Researchers also attached accelerometers around the necks of cattle to determine how much time they spend grazing and where.
By pairing the traditional boots-on-the-ground approach and remote-sensing technologies, Street said they can get a fuller landscape image of the quantity and quality of food, as well as how cattle use the landscape.
"Using only a boots-on-the-ground method means you're just collecting at very specific locations and you don't really have any knowledge about what exists between those locations," Street said. "You get gaps in the map, so what we're trying to do is bridge that gap; let's use the ground data and get the raw information, but also use the drones to get fine-scale information about the whole space and relate those to one another."
Dr. Joby Czarnecki, an associate research professor in the MSU Geosystems Research Institute and MAFES scientist, provided her UAV expertise for the project.
"Remote-sensing is determining attributes of an object without destructively sampling it," Czarnecki said. "We like this idea of remote sensing because it allows us to infinitely sample from an area without paying a per-unit sample cost and, in theory, get more contextual data from the entire area."
While UAVs offer great assistance in covering more land, Czarnecki notes how important it is to still collect on-the-ground data.
"It's great to have a picture, but if you don't know what it actually relates to on the ground then it shows you the variability, but it won't show you your actual situation," Czarnecki explained. "You need the ground data to understand what the red and green in the images actually correlate to in the field. That's where the boots-on-the-ground comes in. We need the ground data to generate prescriptive recommendations to land managers."
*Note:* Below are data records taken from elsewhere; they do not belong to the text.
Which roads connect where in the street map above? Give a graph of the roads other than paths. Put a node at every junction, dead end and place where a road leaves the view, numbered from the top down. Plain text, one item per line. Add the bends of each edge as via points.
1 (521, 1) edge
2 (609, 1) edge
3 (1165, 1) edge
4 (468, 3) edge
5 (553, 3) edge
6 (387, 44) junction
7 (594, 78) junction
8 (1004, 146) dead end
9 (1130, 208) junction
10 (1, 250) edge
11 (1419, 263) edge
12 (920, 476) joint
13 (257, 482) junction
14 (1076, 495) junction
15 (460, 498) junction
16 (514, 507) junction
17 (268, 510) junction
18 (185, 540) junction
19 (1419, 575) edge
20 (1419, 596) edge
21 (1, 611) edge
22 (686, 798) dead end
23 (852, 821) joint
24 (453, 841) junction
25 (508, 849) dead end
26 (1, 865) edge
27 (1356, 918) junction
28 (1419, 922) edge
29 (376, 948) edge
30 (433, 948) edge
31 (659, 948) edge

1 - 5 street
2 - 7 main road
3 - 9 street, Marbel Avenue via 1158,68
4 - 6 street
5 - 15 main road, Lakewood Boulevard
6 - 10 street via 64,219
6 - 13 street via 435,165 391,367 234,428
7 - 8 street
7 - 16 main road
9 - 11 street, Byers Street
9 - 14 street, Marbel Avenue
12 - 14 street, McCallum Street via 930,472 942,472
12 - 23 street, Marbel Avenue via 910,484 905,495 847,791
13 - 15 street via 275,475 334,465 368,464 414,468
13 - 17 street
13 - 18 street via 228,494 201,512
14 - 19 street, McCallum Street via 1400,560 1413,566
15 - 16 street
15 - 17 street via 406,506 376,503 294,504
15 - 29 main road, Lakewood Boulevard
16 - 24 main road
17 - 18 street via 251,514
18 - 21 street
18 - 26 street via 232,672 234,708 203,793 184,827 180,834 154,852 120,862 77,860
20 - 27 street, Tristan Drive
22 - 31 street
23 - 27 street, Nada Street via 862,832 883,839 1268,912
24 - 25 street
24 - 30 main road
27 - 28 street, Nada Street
By determining what an ideal situation looks like through UAVs, Czarnecki hopes satellites can then be used to broaden the scale of the technology.
"We can then start to think about what that looks like on a global scale. What's the global forage quality? It would be nice to get to at least a regional scale so every landowner doesn't need their own UAV," Czarnecki said. "They have access to some of these satellite-based products, so if we can make the relationship with something that is freely available and easy to use, then we've made a tool that's affordable and accessible. That type of outcome is great for landowners."
The products produced from this research will allow cattle producers to know how much forage is available in a pasture as well as the nutritional quality of that forage, decreasing the likelihood of overgrazing.
Collaborators include Noble Research Institute in Ardmore, Oklahoma. This research was funded by the USDA, the AFRI Foundational and Applied Science Program, and MAFES.